Pallas Kunaiyi-Akpanah lays it in. The senior forward had 17 points and 10 rebounds in the upset over the Spartans.

Charlie Goldsmith, Sports Editor


Women’s Basketball


Even though she’s been a stubborn thorn in the side of opponents for the last four years and a force on the offensive end since she dropped a 27-21 game in Nov. 2017, senior forward Pallas Kunaiyi-Akpanah had never taken a game in doubt and dictated the outcome with her play.

While she had 13 points before the last minute of regulation, Kunaiyi-Akpanah waited until then to take a game No. 15 Michigan State thought was going one way and twist it 360 degrees.

Coach Joe McKeown drew up a post-up for Kunaiyi-Akpanah with Northwestern up one with under a minute remaining. After Kunaiyi-Akpanah converted and extended the lead to four, she sent Spartans guard Nia Clouden’s runner into oblivion before being fouled again with 28 seconds remaining and making another free throw to finish the game with 17 points and 10 rebounds.

Since she earned a starting spot last year, it was the first time Kunaiyi-Akpanah had ever called game and the first time any of these players pulled off a ranked upset in the Big Ten.

“They took a lot of bumps last year and they played a lot of minutes,” McKeown said after NU’s (9-5, 2-1 Big Ten) 70-62 win over Michigan State (11-2, 1-1). “And now you’re seeing that pay off.”
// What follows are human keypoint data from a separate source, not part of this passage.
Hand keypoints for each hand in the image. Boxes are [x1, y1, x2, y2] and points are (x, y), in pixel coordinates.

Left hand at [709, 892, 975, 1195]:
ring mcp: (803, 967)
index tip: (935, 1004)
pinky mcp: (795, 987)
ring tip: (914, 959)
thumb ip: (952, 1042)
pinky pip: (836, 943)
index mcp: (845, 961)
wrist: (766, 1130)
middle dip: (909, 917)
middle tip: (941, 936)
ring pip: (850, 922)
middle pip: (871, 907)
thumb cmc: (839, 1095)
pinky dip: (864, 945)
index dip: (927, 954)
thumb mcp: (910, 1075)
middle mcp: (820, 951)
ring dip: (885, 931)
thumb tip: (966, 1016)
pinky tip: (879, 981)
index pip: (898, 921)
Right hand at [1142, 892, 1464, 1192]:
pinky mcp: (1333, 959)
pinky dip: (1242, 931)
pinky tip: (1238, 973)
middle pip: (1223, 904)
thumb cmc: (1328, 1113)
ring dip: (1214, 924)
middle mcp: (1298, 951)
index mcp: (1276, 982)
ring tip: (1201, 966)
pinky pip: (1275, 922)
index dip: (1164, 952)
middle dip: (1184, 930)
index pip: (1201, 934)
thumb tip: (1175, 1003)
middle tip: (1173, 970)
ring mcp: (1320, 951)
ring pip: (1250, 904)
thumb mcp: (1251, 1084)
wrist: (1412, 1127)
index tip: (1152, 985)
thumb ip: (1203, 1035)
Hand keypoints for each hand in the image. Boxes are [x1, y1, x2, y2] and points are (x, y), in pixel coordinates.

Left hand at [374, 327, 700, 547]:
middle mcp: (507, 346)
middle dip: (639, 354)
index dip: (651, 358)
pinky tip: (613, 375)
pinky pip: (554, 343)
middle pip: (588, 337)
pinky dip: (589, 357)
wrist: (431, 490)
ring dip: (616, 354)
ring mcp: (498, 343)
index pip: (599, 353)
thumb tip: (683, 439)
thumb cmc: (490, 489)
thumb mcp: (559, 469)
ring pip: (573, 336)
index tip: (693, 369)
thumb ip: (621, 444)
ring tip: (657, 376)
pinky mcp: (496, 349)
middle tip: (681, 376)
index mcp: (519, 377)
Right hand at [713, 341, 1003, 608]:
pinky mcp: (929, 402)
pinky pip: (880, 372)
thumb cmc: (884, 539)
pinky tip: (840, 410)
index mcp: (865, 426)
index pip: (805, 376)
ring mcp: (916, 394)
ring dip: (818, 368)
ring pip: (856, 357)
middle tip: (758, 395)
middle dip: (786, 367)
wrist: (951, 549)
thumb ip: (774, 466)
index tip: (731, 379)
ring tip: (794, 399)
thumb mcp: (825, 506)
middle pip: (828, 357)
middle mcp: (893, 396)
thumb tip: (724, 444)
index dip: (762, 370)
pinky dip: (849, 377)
To hold the highest scoring team so far in the Big Ten to 62 points, it took one of the better defensive performances for Kunaiyi-Akpanah and the front line. While Michigan State forward Shay Colley scored 28 points, it took her 23 shots, and the rest of the Spartans shot 40 percent from the field and 33 percent from beyond the arc.

McKeown mixed an aggressive man defense with a zone that forced the Spartans into their half-court sets and then into quick decisions.

“She still made some tough shots, and they’re a talented team, but I felt like she had to earn everything, especially in the fourth quarter,” McKeown said.

“We ran this extended zone,” added Kunaiyi-Akpanah. “So it was more about trying to force them to take quick shots, trying to crowd them on their shots so they don’t get off as easy shots.”

Like the Cats did against Illinois, they ran in transition and created easier chances for sophomore guard Lindsey Pulliam, who finished with a team-high 18 points after struggling from the field through the back-end of nonconference play.

Sophomore guard Jordan Hamilton and freshman guard Veronica Burton – the primary defenders on Colley – struggled from the field and combined for just 13 points, but Hamilton hit a significant three late in the game and their ball-handling kept Michigan State from pressing its way to victory, like many teams did against NU last season.

It was the first conference win over a ranked opponent since beating Rutgers in 2015, and the Cats defeated a team coming off a win against Iowa – a preseason favorite in the Big Ten.

“We’re starting to come back to the team that won at Green Bay and beat Duke,” McKeown said. “Gave us a taste of what we can be.”